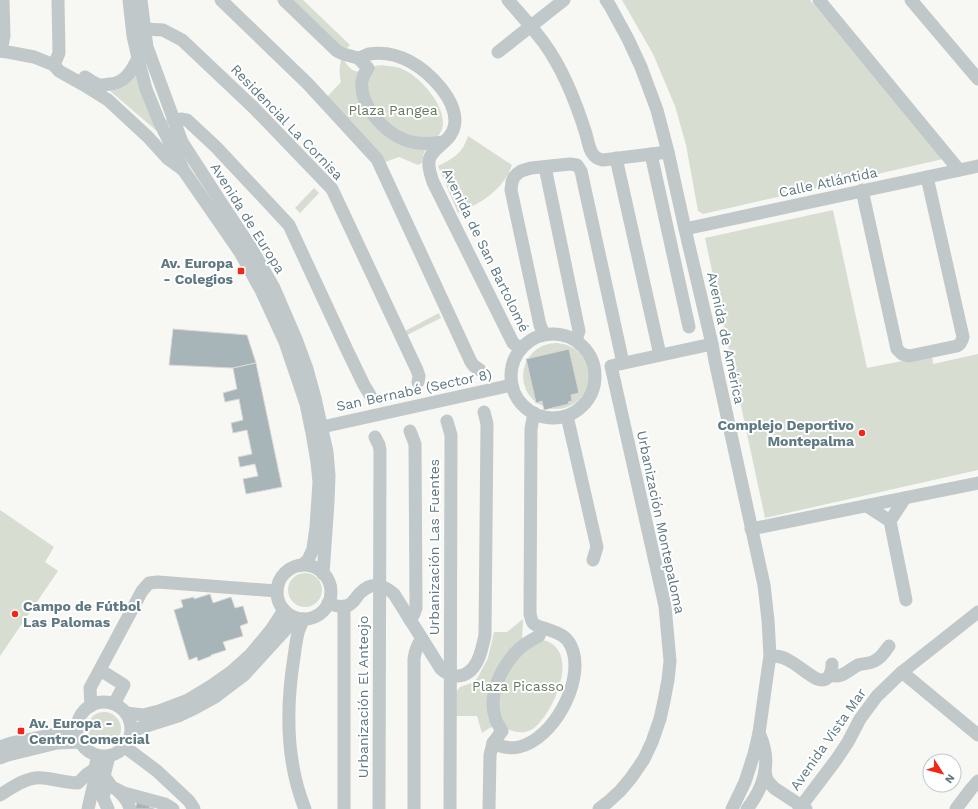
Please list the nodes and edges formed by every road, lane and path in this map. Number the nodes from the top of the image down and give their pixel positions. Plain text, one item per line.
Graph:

########

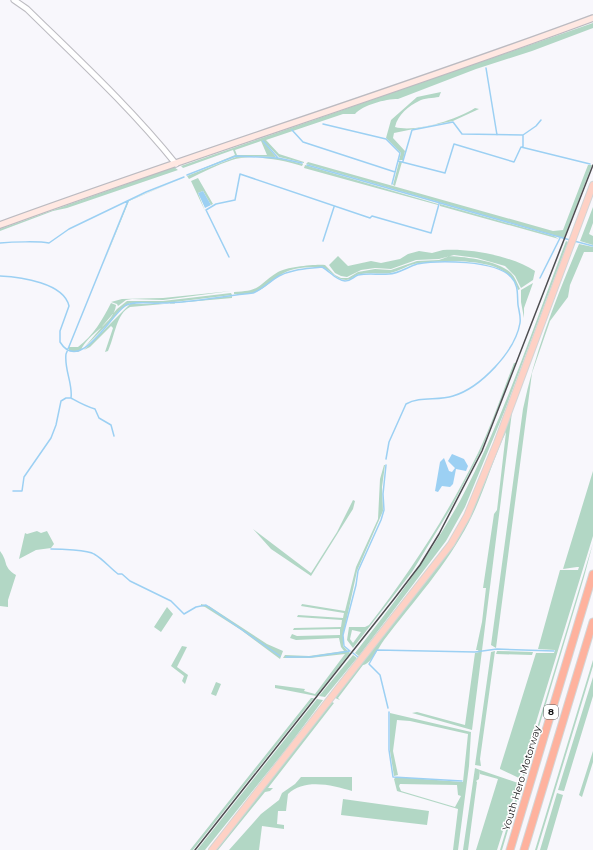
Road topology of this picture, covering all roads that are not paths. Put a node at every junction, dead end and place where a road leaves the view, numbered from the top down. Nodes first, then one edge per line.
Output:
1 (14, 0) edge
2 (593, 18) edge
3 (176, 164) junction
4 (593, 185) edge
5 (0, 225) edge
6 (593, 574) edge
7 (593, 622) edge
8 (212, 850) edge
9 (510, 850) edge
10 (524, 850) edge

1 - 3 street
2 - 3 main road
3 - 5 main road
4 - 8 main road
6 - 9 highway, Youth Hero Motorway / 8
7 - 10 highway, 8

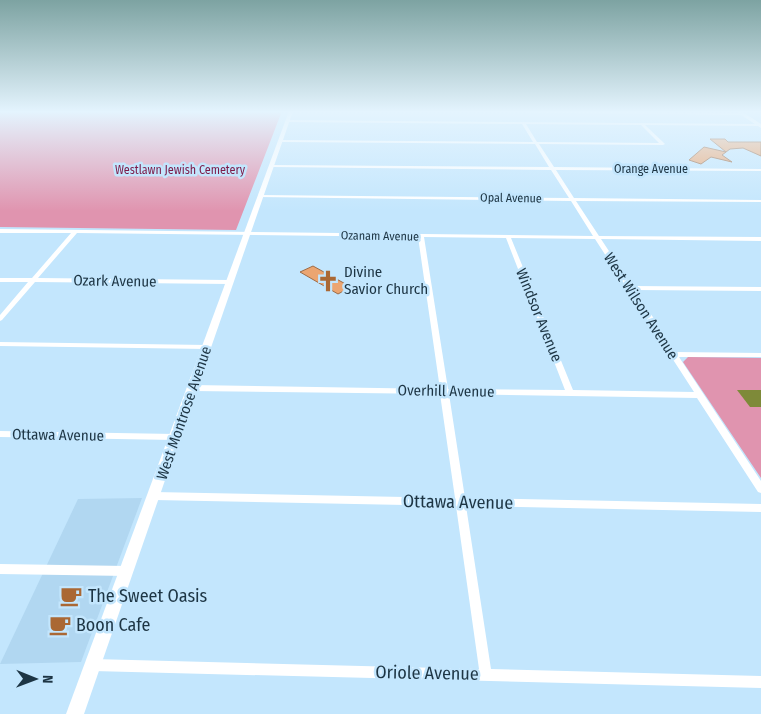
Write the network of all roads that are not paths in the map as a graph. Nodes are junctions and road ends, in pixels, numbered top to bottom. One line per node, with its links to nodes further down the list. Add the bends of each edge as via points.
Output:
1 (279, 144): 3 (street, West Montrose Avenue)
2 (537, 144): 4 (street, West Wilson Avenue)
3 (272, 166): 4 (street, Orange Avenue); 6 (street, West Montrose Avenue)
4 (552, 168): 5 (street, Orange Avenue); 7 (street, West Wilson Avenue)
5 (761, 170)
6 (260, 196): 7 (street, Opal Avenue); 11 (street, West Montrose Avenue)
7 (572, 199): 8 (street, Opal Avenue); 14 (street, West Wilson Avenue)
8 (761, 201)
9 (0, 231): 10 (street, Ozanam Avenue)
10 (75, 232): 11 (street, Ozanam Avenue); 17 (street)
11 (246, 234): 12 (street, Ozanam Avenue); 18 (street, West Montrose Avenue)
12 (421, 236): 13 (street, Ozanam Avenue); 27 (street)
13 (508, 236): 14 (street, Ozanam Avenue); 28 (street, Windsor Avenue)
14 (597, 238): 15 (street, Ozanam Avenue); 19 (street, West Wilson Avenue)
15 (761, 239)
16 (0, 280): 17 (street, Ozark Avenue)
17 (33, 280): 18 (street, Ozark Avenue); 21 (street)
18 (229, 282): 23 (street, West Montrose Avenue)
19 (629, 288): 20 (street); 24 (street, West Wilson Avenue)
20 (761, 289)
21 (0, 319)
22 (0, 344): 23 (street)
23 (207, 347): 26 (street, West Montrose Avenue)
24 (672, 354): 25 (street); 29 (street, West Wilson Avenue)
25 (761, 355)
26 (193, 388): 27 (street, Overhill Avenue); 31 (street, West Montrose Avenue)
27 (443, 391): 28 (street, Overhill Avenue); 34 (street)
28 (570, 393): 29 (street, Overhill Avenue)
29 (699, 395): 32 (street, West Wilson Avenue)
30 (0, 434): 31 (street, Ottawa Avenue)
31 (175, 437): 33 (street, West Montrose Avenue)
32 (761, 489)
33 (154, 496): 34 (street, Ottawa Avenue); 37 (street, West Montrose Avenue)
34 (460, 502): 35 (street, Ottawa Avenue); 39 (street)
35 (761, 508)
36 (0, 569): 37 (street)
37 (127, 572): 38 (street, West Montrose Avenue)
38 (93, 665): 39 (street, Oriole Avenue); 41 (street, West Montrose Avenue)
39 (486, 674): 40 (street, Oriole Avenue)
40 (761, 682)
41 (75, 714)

########

> **Exercise details**
Tally up the lines in the records containing the word "list", then give the count and nothing else.

> **Output below**
2